Work to complete: Within the data below, copy each line where the string "Milanesi" is found.

══════

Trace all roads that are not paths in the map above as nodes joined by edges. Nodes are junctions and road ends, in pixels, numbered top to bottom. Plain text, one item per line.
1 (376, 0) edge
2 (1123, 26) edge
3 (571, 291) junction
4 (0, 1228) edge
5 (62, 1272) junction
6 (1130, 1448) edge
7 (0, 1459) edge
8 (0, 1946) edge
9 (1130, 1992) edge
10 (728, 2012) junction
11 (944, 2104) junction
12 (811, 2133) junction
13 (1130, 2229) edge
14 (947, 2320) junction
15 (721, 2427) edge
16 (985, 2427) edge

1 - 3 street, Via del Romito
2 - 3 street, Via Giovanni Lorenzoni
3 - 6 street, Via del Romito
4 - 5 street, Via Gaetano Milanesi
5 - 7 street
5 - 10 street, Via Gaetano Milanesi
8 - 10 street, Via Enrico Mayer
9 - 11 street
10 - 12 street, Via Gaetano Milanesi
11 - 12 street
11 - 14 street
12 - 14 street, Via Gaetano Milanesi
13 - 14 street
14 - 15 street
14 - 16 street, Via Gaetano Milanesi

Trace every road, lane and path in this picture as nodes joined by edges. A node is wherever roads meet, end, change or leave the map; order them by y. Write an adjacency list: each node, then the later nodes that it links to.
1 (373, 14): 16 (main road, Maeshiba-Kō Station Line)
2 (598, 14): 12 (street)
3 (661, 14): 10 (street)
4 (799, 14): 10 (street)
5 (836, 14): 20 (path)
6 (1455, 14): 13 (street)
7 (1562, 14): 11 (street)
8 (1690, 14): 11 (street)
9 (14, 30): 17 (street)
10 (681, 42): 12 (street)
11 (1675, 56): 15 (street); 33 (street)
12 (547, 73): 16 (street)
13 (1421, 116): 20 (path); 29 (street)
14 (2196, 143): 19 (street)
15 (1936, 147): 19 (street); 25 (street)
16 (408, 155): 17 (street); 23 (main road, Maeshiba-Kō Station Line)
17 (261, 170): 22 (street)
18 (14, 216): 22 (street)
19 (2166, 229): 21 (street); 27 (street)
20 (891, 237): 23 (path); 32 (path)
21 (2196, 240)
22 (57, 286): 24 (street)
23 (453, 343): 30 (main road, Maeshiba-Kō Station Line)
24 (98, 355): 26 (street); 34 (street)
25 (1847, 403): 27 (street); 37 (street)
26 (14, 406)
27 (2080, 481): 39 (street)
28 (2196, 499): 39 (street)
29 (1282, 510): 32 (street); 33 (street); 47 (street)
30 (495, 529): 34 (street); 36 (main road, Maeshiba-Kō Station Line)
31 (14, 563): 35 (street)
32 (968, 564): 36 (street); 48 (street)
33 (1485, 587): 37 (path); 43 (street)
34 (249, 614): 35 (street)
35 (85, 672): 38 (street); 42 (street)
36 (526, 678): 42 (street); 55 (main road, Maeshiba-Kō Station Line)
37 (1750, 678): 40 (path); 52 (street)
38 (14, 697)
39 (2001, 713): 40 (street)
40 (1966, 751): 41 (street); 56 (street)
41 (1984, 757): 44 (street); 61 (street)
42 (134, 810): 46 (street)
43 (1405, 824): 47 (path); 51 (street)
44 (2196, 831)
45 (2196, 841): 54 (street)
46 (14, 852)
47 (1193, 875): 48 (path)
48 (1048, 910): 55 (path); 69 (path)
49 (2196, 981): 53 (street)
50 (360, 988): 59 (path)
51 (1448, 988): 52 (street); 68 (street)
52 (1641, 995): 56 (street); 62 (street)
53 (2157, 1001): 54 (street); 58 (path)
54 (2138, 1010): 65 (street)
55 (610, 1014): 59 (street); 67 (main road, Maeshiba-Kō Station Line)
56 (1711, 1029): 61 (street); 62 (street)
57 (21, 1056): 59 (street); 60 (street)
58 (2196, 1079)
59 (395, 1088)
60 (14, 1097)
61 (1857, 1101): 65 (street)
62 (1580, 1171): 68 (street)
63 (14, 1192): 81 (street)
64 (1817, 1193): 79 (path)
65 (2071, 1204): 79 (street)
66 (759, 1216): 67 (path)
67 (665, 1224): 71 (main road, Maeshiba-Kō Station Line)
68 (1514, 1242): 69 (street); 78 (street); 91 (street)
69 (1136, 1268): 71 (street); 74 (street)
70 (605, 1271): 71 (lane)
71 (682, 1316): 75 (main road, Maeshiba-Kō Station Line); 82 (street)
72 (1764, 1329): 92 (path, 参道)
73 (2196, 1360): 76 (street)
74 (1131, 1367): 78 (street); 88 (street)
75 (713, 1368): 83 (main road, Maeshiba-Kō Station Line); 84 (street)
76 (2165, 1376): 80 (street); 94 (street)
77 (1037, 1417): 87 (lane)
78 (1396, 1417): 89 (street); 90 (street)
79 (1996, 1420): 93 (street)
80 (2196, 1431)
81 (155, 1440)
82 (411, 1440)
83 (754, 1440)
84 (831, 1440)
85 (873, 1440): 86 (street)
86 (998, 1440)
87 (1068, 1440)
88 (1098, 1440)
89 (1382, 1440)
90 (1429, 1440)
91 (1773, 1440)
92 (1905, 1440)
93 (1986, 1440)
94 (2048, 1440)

══════

Task response:
4 - 5 street, Via Gaetano Milanesi
5 - 10 street, Via Gaetano Milanesi
10 - 12 street, Via Gaetano Milanesi
12 - 14 street, Via Gaetano Milanesi
14 - 16 street, Via Gaetano Milanesi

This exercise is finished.